WHAT THE EXERCISE ASKS = The expected answer is every line from the material below that has the word "graph".

GIVEN DATA =
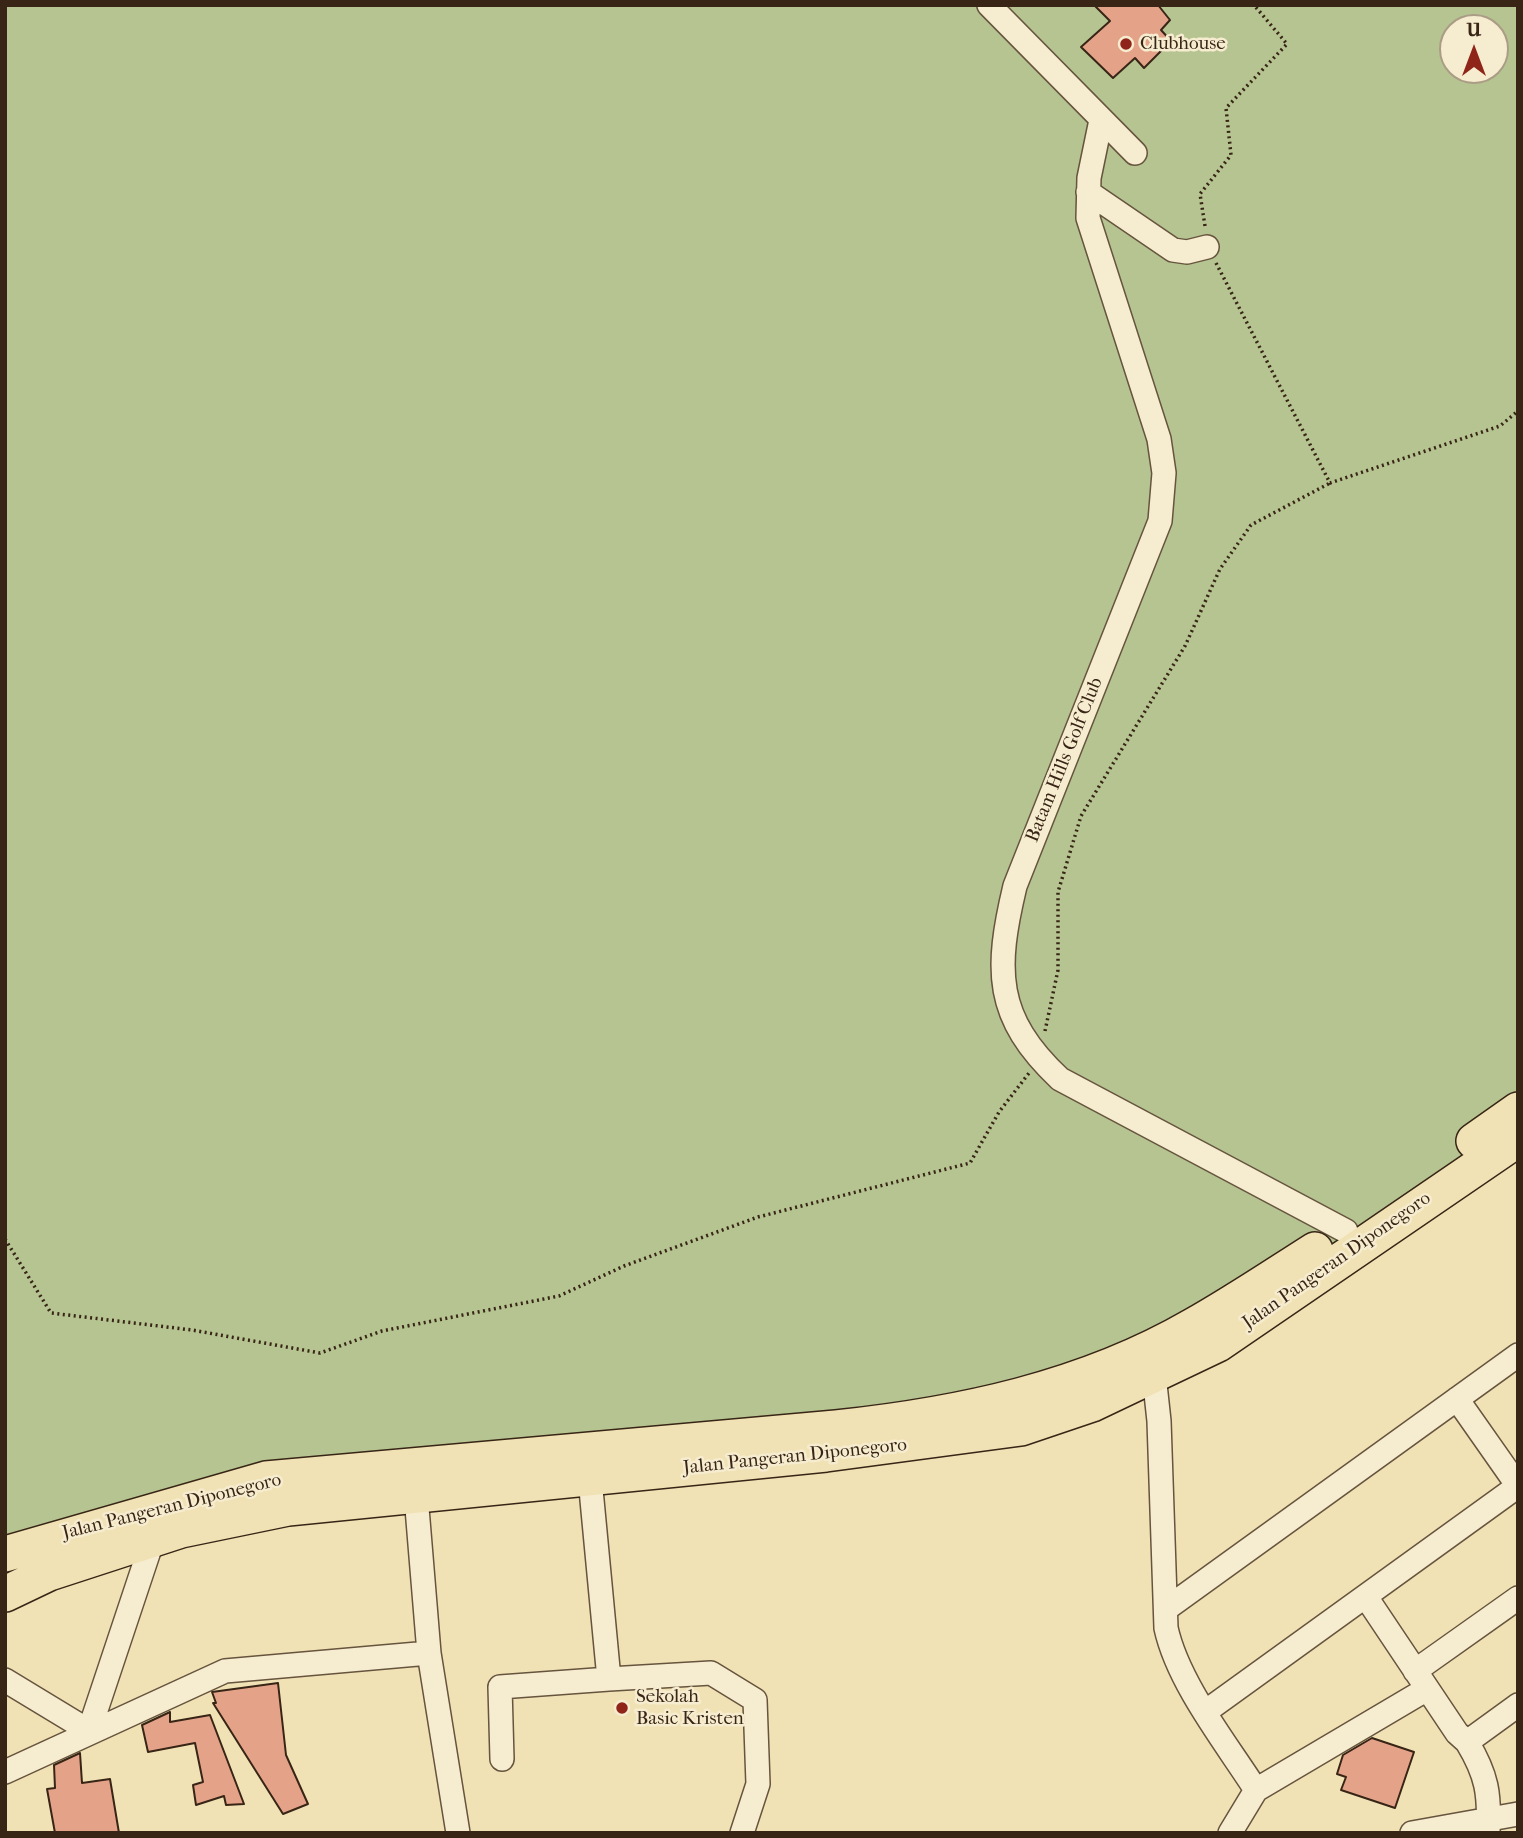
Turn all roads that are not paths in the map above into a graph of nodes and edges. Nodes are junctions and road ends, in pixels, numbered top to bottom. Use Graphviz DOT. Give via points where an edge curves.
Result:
graph roads {
  1 [pos="989,5"];
  2 [pos="1101,120"];
  3 [pos="1135,153"];
  4 [pos="1088,192"];
  5 [pos="1207,247"];
  6 [pos="1518,1110"];
  7 [pos="1513,1149"];
  8 [pos="1346,1231"];
  9 [pos="1518,1355"];
  10 [pos="1154,1375"];
  11 [pos="1457,1399"];
  12 [pos="590,1479"];
  13 [pos="1518,1486"];
  14 [pos="415,1496"];
  15 [pos="153,1539"];
  16 [pos="5,1554"];
  17 [pos="5,1594"];
  18 [pos="1366,1597"];
  19 [pos="1518,1598"];
  20 [pos="1166,1609"];
  21 [pos="429,1653"];
  22 [pos="609,1679"];
  23 [pos="5,1680"];
  24 [pos="1421,1680"];
  25 [pos="1518,1705"];
  26 [pos="1205,1712"];
  27 [pos="89,1731"];
  28 [pos="1467,1742"];
  29 [pos="502,1759"];
  30 [pos="5,1772"];
  31 [pos="1256,1790"];
  32 [pos="1518,1814"];
  33 [pos="1488,1825"];
  34 [pos="458,1833"];
  35 [pos="742,1833"];
  36 [pos="1230,1833"];
  37 [pos="1412,1833"];
  1 -- 2 [label="street"];
  2 -- 3 [label="street"];
  2 -- 4 [label="street, Batam Hills Golf Club"];
  4 -- 5 [label="street" via="1173,250"];
  4 -- 8 [label="street, Batam Hills Golf Club" via="1088,218 1159,439 1164,473 1160,521 1015,886 1003,936 1003,981 1011,1019 1060,1079"];
  6 -- 8 [label="highway, Jalan Pangeran Diponegoro"];
  7 -- 10 [label="highway, Jalan Pangeran Diponegoro" via="1218,1344"];
  8 -- 16 [label="highway, Jalan Pangeran Diponegoro" via="1191,1328 1076,1378 989,1405 863,1425 266,1479"];
  9 -- 11 [label="street"];
  10 -- 12 [label="highway, Jalan Pangeran Diponegoro" via="1093,1404 1021,1429"];
  10 -- 20 [label="street"];
  11 -- 13 [label="street"];
  11 -- 20 [label="street"];
  12 -- 14 [label="highway, Jalan Pangeran Diponegoro"];
  12 -- 22 [label="street"];
  13 -- 18 [label="street"];
  14 -- 15 [label="highway, Jalan Pangeran Diponegoro" via="288,1508"];
  14 -- 21 [label="street"];
  15 -- 17 [label="highway, Jalan Pangeran Diponegoro" via="49,1573"];
  15 -- 27 [label="street"];
  18 -- 24 [label="street"];
  18 -- 26 [label="street"];
  19 -- 24 [label="street"];
  20 -- 26 [label="street" via="1170,1646"];
  21 -- 27 [label="street" via="225,1671"];
  21 -- 34 [label="street"];
  22 -- 29 [label="street" via="500,1687"];
  22 -- 35 [label="street" via="711,1673 755,1700 758,1783"];
  23 -- 27 [label="street"];
  24 -- 28 [label="street"];
  24 -- 31 [label="street"];
  25 -- 28 [label="street"];
  26 -- 31 [label="street"];
  27 -- 30 [label="street"];
  28 -- 33 [label="street" via="1482,1767 1488,1790"];
  31 -- 36 [label="street"];
  32 -- 33 [label="street"];
  33 -- 37 [label="street"];
}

OUTPUT FOR THIS TASK =
Turn all roads that are not paths in the map above into a graph of nodes and edges. Nodes are junctions and road ends, in pixels, numbered top to bottom. Use Graphviz DOT. Give via points where an edge curves.
graph roads {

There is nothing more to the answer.